## Work task
Line by line, give the data again exactly as it appears.

==== Given information

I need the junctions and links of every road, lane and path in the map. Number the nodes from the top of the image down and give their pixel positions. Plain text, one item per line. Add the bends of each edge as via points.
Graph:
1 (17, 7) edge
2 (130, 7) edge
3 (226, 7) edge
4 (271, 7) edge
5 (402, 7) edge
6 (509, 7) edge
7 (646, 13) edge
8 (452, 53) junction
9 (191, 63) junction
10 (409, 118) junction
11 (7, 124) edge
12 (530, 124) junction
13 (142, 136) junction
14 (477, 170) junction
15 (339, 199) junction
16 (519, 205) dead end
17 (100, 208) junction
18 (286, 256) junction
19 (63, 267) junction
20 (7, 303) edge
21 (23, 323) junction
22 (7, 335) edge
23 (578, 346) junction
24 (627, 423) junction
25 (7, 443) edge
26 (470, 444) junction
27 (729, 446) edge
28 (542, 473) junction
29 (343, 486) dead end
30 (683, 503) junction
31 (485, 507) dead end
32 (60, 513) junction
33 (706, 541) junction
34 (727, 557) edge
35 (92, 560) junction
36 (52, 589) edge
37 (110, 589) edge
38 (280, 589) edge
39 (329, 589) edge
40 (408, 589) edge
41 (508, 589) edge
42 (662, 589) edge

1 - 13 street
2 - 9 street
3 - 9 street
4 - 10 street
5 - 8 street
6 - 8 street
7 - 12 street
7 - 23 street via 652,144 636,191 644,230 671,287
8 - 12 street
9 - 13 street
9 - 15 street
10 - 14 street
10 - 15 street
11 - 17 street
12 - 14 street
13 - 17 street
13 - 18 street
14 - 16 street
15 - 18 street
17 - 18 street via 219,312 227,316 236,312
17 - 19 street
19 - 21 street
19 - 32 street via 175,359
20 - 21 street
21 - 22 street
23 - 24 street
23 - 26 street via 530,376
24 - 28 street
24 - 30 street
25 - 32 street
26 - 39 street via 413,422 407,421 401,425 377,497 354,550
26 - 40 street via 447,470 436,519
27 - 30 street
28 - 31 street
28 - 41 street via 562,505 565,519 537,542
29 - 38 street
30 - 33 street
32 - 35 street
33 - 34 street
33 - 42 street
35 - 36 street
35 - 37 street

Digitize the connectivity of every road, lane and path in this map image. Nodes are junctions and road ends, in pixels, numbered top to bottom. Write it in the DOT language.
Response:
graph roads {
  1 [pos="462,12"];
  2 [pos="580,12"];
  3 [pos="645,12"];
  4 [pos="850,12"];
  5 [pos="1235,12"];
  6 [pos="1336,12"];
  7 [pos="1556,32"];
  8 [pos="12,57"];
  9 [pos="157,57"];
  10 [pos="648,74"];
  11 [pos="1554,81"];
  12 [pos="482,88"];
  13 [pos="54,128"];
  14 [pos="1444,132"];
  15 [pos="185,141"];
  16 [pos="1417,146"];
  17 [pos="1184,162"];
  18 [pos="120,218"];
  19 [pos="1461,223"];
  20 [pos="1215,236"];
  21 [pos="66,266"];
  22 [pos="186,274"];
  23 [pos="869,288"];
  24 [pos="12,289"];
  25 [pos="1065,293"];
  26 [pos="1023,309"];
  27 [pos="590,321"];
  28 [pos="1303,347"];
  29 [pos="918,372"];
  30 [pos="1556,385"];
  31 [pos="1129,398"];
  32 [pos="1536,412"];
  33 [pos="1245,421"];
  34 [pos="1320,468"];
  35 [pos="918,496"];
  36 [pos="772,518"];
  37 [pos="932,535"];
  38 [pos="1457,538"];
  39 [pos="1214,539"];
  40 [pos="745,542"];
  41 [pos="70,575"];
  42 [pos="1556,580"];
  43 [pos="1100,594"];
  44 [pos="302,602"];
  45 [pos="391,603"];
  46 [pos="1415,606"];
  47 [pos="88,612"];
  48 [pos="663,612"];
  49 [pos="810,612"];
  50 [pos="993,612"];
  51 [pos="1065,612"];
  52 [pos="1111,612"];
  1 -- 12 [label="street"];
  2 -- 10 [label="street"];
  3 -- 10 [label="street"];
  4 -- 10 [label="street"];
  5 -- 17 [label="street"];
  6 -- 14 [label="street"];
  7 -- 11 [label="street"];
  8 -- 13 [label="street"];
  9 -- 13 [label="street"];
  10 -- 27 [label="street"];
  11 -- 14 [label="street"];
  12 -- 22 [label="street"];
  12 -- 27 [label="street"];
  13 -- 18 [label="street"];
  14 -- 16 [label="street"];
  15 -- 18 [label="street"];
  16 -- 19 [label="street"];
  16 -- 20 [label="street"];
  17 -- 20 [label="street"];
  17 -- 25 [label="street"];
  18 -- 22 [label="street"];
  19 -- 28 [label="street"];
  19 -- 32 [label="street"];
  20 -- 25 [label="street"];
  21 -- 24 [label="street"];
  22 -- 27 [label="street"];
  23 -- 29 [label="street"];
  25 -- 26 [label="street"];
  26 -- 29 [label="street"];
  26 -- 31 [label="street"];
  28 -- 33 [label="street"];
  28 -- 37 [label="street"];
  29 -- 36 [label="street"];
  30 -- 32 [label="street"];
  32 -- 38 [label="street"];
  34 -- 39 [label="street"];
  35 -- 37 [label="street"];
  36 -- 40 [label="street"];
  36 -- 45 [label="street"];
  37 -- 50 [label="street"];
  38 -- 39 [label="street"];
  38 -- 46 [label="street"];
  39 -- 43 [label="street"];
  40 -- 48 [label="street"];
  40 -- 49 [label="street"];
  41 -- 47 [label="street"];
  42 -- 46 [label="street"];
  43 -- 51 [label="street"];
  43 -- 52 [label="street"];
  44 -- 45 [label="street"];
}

========

## Worked solution
I need the junctions and links of every road, lane and path in the map. Number the nodes from the top of the image down and give their pixel positions. Plain text, one item per line. Add the bends of each edge as via points.
Graph:
1 (17, 7) edge
2 (130, 7) edge
3 (226, 7) edge
4 (271, 7) edge
5 (402, 7) edge
6 (509, 7) edge
7 (646, 13) edge
8 (452, 53) junction
9 (191, 63) junction
10 (409, 118) junction
11 (7, 124) edge
12 (530, 124) junction
13 (142, 136) junction
14 (477, 170) junction
15 (339, 199) junction
16 (519, 205) dead end
17 (100, 208) junction
18 (286, 256) junction
19 (63, 267) junction
20 (7, 303) edge
21 (23, 323) junction
22 (7, 335) edge
23 (578, 346) junction
24 (627, 423) junction
25 (7, 443) edge
26 (470, 444) junction
27 (729, 446) edge
28 (542, 473) junction
29 (343, 486) dead end
30 (683, 503) junction
31 (485, 507) dead end
32 (60, 513) junction
33 (706, 541) junction
34 (727, 557) edge
35 (92, 560) junction
36 (52, 589) edge
37 (110, 589) edge
38 (280, 589) edge
39 (329, 589) edge
40 (408, 589) edge
41 (508, 589) edge
42 (662, 589) edge

1 - 13 street
2 - 9 street
3 - 9 street
4 - 10 street
5 - 8 street
6 - 8 street
7 - 12 street
7 - 23 street via 652,144 636,191 644,230 671,287
8 - 12 street
9 - 13 street
9 - 15 street
10 - 14 street
10 - 15 street
11 - 17 street
12 - 14 street
13 - 17 street
13 - 18 street
14 - 16 street
15 - 18 street
17 - 18 street via 219,312 227,316 236,312
17 - 19 street
19 - 21 street
19 - 32 street via 175,359
20 - 21 street
21 - 22 street
23 - 24 street
23 - 26 street via 530,376
24 - 28 street
24 - 30 street
25 - 32 street
26 - 39 street via 413,422 407,421 401,425 377,497 354,550
26 - 40 street via 447,470 436,519
27 - 30 street
28 - 31 street
28 - 41 street via 562,505 565,519 537,542
29 - 38 street
30 - 33 street
32 - 35 street
33 - 34 street
33 - 42 street
35 - 36 street
35 - 37 street

Digitize the connectivity of every road, lane and path in this map image. Nodes are junctions and road ends, in pixels, numbered top to bottom. Write it in the DOT language.
Response:
graph roads {
  1 [pos="462,12"];
  2 [pos="580,12"];
  3 [pos="645,12"];
  4 [pos="850,12"];
  5 [pos="1235,12"];
  6 [pos="1336,12"];
  7 [pos="1556,32"];
  8 [pos="12,57"];
  9 [pos="157,57"];
  10 [pos="648,74"];
  11 [pos="1554,81"];
  12 [pos="482,88"];
  13 [pos="54,128"];
  14 [pos="1444,132"];
  15 [pos="185,141"];
  16 [pos="1417,146"];
  17 [pos="1184,162"];
  18 [pos="120,218"];
  19 [pos="1461,223"];
  20 [pos="1215,236"];
  21 [pos="66,266"];
  22 [pos="186,274"];
  23 [pos="869,288"];
  24 [pos="12,289"];
  25 [pos="1065,293"];
  26 [pos="1023,309"];
  27 [pos="590,321"];
  28 [pos="1303,347"];
  29 [pos="918,372"];
  30 [pos="1556,385"];
  31 [pos="1129,398"];
  32 [pos="1536,412"];
  33 [pos="1245,421"];
  34 [pos="1320,468"];
  35 [pos="918,496"];
  36 [pos="772,518"];
  37 [pos="932,535"];
  38 [pos="1457,538"];
  39 [pos="1214,539"];
  40 [pos="745,542"];
  41 [pos="70,575"];
  42 [pos="1556,580"];
  43 [pos="1100,594"];
  44 [pos="302,602"];
  45 [pos="391,603"];
  46 [pos="1415,606"];
  47 [pos="88,612"];
  48 [pos="663,612"];
  49 [pos="810,612"];
  50 [pos="993,612"];
  51 [pos="1065,612"];
  52 [pos="1111,612"];
  1 -- 12 [label="street"];
  2 -- 10 [label="street"];
  3 -- 10 [label="street"];
  4 -- 10 [label="street"];
  5 -- 17 [label="street"];
  6 -- 14 [label="street"];
  7 -- 11 [label="street"];
  8 -- 13 [label="street"];
  9 -- 13 [label="street"];
  10 -- 27 [label="street"];
  11 -- 14 [label="street"];
  12 -- 22 [label="street"];
  12 -- 27 [label="street"];
  13 -- 18 [label="street"];
  14 -- 16 [label="street"];
  15 -- 18 [label="street"];
  16 -- 19 [label="street"];
  16 -- 20 [label="street"];
  17 -- 20 [label="street"];
  17 -- 25 [label="street"];
  18 -- 22 [label="street"];
  19 -- 28 [label="street"];
  19 -- 32 [label="street"];
  20 -- 25 [label="street"];
  21 -- 24 [label="street"];
  22 -- 27 [label="street"];
  23 -- 29 [label="street"];
  25 -- 26 [label="street"];
  26 -- 29 [label="street"];
  26 -- 31 [label="street"];
  28 -- 33 [label="street"];
  28 -- 37 [label="street"];
  29 -- 36 [label="street"];
  30 -- 32 [label="street"];
  32 -- 38 [label="street"];
  34 -- 39 [label="street"];
  35 -- 37 [label="street"];
  36 -- 40 [label="street"];
  36 -- 45 [label="street"];
  37 -- 50 [label="street"];
  38 -- 39 [label="street"];
  38 -- 46 [label="street"];
  39 -- 43 [label="street"];
  40 -- 48 [label="street"];
  40 -- 49 [label="street"];
  41 -- 47 [label="street"];
  42 -- 46 [label="street"];
  43 -- 51 [label="street"];
  43 -- 52 [label="street"];
  44 -- 45 [label="street"];
}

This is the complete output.